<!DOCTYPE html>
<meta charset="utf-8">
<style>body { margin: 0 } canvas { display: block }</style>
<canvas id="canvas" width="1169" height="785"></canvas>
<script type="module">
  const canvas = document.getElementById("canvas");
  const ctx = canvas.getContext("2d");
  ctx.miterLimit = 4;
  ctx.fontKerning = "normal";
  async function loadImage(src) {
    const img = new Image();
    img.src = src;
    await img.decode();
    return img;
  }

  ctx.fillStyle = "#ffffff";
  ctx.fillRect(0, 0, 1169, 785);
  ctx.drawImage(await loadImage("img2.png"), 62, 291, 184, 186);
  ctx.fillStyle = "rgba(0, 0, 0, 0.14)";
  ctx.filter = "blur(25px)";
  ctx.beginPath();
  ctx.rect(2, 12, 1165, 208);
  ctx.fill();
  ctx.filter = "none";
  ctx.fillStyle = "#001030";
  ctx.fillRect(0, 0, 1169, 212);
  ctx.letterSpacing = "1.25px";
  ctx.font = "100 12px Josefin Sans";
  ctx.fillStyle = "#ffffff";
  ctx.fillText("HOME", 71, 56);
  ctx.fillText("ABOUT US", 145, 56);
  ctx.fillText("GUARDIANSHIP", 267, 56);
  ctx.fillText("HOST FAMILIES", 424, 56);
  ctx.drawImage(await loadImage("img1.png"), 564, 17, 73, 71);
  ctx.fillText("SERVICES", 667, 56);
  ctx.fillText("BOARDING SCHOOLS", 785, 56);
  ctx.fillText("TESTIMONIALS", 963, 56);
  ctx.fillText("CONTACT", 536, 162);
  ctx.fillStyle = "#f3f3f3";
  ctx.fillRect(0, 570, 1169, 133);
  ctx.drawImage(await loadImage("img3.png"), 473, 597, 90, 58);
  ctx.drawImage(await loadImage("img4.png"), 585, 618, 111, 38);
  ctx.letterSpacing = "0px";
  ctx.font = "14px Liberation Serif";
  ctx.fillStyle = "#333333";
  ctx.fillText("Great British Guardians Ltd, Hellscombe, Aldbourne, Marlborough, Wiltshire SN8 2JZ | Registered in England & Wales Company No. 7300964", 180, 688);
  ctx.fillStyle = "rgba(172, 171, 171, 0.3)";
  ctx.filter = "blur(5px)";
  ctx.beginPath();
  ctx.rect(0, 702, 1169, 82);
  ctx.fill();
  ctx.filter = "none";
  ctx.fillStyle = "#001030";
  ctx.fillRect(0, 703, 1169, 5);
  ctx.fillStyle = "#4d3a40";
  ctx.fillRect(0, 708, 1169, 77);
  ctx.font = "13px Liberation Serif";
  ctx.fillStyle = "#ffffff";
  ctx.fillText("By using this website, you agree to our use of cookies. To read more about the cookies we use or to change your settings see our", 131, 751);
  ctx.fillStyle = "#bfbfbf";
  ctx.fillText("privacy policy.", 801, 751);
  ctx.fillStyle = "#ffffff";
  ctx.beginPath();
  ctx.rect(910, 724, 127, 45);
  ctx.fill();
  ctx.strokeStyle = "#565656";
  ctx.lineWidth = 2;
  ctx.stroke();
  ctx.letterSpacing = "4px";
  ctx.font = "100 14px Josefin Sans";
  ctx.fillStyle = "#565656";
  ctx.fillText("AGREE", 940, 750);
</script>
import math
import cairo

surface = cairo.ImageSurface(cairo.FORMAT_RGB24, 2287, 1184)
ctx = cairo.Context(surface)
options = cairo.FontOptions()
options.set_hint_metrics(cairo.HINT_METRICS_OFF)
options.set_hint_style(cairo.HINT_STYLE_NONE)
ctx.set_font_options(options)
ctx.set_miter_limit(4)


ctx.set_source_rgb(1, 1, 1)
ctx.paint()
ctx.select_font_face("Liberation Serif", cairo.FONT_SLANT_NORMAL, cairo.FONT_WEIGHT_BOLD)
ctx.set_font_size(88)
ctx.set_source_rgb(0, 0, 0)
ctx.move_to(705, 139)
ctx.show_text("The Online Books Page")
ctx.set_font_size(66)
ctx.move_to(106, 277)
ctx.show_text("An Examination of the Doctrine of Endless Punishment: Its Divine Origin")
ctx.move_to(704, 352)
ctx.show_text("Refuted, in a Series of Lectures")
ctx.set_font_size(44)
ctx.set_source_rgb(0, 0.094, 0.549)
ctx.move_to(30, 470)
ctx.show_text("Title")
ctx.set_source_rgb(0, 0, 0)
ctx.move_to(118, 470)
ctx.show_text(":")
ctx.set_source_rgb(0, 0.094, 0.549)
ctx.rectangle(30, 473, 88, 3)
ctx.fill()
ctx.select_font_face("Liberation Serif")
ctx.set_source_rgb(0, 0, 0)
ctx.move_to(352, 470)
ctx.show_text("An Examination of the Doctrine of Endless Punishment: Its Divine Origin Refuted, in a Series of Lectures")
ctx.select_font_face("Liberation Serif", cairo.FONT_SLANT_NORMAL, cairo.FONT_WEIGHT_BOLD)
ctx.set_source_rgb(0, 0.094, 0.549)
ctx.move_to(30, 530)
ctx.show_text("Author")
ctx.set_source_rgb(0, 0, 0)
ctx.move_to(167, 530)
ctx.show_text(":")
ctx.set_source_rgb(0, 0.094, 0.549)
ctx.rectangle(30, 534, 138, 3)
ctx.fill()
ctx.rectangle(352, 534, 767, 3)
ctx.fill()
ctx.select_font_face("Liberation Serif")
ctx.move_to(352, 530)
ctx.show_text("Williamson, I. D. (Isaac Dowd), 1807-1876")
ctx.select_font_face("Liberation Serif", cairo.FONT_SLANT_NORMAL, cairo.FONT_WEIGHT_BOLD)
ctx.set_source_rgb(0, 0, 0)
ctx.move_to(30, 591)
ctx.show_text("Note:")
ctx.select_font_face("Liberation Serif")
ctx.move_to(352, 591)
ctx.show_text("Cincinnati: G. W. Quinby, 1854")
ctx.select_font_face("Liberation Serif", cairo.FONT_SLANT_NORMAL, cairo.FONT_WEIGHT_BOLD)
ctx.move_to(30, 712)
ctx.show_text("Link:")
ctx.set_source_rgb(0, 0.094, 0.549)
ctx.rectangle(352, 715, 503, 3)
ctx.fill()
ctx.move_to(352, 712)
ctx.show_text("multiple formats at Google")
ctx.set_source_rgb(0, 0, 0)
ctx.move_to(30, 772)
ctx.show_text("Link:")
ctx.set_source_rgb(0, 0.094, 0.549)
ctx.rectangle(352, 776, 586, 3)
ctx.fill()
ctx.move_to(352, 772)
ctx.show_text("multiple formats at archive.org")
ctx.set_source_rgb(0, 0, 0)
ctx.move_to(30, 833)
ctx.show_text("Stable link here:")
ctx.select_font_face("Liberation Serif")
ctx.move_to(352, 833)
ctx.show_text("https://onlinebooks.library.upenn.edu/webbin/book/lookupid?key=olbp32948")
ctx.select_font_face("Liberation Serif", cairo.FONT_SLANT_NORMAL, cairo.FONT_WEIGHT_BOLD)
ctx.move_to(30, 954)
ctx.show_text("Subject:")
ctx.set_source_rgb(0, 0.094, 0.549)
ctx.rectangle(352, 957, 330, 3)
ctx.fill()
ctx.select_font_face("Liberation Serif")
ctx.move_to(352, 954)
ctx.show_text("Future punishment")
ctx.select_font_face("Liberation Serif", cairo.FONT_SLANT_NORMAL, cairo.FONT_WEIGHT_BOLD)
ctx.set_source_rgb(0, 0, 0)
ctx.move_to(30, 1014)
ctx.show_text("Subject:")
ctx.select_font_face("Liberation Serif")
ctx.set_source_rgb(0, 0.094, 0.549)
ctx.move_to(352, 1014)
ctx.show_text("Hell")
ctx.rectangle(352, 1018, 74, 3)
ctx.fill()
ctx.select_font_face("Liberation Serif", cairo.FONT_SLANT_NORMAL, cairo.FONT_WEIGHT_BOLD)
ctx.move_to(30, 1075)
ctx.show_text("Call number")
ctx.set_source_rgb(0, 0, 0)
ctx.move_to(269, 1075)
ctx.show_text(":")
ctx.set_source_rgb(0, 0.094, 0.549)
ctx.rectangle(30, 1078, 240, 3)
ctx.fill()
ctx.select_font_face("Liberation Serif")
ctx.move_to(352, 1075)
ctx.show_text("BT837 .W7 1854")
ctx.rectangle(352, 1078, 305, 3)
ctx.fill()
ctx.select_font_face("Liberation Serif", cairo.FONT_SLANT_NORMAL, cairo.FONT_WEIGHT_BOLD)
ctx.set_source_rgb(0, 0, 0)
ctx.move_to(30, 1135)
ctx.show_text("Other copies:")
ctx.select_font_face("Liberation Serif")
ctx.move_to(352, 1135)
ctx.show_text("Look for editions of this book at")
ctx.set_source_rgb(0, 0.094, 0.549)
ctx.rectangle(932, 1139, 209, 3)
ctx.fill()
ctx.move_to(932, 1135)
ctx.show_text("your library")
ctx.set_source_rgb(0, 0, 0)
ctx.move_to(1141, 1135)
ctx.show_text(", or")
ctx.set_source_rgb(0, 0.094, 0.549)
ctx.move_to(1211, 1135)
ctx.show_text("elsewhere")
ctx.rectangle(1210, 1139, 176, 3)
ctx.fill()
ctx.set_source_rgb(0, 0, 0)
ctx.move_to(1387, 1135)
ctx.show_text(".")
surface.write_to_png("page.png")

===============

Directions for this task:
Lines from the entries that contain the string "Refuted" must be found and copied.

Output for this exercise:
ctx.show_text("Refuted, in a Series of Lectures")
ctx.show_text("An Examination of the Doctrine of Endless Punishment: Its Divine Origin Refuted, in a Series of Lectures")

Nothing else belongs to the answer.